(Collected data)

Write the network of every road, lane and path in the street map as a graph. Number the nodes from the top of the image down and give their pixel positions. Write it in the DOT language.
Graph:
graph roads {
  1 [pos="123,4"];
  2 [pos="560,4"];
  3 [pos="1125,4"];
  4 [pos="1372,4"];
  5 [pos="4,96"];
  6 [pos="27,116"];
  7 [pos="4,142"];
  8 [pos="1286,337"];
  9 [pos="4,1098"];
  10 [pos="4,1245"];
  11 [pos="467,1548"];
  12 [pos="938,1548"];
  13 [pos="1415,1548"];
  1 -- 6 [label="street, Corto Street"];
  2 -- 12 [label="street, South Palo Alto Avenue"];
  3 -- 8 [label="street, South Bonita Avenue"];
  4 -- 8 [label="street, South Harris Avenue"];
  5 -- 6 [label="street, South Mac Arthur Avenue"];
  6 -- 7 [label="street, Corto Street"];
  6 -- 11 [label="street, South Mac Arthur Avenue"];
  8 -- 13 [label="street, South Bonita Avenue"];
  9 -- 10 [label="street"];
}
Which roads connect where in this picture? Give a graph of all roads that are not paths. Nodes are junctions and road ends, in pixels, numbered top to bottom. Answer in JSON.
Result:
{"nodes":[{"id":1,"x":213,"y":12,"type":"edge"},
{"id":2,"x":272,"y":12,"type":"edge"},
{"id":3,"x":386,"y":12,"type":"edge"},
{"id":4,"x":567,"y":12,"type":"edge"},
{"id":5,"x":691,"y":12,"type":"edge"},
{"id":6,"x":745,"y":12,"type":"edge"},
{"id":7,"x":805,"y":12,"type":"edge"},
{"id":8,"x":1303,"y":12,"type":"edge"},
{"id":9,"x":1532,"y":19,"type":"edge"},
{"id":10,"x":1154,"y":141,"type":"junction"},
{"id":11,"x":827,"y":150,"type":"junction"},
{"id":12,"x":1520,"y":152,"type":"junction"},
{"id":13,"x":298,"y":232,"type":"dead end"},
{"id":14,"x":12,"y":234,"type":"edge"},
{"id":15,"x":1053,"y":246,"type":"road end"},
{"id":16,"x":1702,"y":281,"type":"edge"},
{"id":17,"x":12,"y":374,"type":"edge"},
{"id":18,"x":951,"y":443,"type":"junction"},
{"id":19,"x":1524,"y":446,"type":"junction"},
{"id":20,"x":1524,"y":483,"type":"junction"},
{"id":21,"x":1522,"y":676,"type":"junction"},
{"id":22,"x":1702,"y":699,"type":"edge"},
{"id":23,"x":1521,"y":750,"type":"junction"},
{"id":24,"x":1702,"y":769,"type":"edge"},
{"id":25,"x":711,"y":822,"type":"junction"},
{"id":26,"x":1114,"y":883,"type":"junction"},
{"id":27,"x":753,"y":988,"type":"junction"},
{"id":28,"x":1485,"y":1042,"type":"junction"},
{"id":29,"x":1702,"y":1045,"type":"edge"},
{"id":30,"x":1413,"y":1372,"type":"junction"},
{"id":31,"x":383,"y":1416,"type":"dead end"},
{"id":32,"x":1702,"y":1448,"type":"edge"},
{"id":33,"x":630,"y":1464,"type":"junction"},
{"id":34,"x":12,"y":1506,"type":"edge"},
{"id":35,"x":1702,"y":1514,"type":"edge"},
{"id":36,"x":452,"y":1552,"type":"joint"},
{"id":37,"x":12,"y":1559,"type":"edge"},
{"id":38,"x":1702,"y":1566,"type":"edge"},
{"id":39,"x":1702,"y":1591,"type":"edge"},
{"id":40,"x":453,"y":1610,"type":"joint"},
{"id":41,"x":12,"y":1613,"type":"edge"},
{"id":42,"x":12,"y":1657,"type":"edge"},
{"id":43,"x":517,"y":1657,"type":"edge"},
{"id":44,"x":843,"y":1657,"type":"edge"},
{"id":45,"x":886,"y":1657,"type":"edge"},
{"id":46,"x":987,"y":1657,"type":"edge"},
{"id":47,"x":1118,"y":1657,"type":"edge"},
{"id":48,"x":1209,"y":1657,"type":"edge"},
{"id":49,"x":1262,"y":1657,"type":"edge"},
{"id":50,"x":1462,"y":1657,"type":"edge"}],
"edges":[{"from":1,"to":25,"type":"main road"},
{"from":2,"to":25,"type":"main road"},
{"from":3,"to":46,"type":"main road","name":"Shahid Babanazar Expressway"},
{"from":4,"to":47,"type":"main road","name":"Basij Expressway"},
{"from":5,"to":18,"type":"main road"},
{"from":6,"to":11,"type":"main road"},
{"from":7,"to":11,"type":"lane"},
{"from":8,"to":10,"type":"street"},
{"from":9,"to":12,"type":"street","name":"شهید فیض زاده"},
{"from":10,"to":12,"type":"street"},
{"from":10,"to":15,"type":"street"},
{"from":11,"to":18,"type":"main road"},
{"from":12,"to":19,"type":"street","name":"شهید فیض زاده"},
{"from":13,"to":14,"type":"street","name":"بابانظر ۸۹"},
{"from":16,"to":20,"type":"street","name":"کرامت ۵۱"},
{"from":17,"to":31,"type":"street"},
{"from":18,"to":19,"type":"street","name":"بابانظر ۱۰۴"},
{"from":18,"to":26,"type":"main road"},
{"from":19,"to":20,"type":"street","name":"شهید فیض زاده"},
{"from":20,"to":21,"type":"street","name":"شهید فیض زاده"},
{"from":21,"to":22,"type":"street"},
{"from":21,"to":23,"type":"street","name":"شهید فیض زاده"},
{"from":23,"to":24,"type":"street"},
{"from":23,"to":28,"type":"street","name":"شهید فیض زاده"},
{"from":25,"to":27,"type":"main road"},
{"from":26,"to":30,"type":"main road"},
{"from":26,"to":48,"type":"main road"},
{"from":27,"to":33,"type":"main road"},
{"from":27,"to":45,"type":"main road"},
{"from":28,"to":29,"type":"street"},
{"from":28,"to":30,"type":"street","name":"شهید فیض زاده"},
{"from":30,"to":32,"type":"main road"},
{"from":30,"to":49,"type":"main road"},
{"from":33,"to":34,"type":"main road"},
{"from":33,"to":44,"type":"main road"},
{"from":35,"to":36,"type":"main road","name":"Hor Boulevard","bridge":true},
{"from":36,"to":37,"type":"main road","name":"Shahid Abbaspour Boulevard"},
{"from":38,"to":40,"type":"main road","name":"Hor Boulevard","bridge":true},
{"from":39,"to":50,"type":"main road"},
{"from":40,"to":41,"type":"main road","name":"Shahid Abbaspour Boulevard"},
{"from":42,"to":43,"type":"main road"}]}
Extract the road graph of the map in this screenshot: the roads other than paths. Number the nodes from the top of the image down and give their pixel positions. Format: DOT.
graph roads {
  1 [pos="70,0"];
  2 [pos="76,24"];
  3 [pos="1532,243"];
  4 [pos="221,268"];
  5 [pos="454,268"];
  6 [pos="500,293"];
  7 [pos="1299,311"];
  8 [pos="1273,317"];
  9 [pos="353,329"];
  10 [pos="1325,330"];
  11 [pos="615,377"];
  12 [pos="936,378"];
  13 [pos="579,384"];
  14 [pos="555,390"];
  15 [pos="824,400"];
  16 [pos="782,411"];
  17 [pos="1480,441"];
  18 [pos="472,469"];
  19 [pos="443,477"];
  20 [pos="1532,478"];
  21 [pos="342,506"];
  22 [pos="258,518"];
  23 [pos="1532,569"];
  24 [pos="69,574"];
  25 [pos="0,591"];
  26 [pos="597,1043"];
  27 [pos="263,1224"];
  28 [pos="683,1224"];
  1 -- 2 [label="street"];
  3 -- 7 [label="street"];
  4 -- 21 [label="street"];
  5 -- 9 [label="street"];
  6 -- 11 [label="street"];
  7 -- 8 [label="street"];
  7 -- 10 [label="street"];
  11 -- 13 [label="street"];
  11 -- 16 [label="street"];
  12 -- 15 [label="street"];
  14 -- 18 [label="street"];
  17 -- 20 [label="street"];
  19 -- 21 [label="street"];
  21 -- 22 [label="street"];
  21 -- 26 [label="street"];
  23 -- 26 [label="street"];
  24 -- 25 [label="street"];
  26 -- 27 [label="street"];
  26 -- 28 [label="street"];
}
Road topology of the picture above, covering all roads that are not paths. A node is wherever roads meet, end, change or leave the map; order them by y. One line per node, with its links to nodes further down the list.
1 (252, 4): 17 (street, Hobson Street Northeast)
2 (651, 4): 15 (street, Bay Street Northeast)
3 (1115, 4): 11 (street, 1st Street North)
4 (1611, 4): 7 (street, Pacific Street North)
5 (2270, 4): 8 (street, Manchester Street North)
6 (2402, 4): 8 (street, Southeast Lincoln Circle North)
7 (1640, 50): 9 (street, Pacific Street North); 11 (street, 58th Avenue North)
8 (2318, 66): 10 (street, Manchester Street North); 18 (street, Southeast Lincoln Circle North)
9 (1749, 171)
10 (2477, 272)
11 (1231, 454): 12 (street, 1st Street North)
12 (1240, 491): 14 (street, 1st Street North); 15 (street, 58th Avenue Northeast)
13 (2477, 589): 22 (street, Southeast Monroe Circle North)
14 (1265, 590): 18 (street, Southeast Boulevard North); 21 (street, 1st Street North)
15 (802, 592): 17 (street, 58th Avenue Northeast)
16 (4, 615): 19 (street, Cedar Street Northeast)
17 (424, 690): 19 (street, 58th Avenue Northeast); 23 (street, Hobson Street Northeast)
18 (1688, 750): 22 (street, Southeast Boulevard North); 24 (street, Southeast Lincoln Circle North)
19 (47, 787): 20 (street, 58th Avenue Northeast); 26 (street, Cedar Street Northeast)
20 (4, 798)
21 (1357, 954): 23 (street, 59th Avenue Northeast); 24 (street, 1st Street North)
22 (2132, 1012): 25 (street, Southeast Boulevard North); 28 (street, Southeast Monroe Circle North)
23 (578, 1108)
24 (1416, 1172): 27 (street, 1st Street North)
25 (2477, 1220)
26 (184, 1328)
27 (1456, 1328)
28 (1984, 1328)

### [Exercise description]
Repeat every line exactly, starting with the first line of the entries, and stop once the line containing "Which roads connect" has been given.

### [Your response]
Write the network of every road, lane and path in the street map as a graph. Number the nodes from the top of the image down and give their pixel positions. Write it in the DOT language.
Graph:
graph roads {
  1 [pos="123,4"];
  2 [pos="560,4"];
  3 [pos="1125,4"];
  4 [pos="1372,4"];
  5 [pos="4,96"];
  6 [pos="27,116"];
  7 [pos="4,142"];
  8 [pos="1286,337"];
  9 [pos="4,1098"];
  10 [pos="4,1245"];
  11 [pos="467,1548"];
  12 [pos="938,1548"];
  13 [pos="1415,1548"];
  1 -- 6 [label="street, Corto Street"];
  2 -- 12 [label="street, South Palo Alto Avenue"];
  3 -- 8 [label="street, South Bonita Avenue"];
  4 -- 8 [label="street, South Harris Avenue"];
  5 -- 6 [label="street, South Mac Arthur Avenue"];
  6 -- 7 [label="street, Corto Street"];
  6 -- 11 [label="street, South Mac Arthur Avenue"];
  8 -- 13 [label="street, South Bonita Avenue"];
  9 -- 10 [label="street"];
}
Which roads connect where in this picture? Give a graph of all roads that are not paths. Nodes are junctions and road ends, in pixels, numbered top to bottom. Answer in JSON.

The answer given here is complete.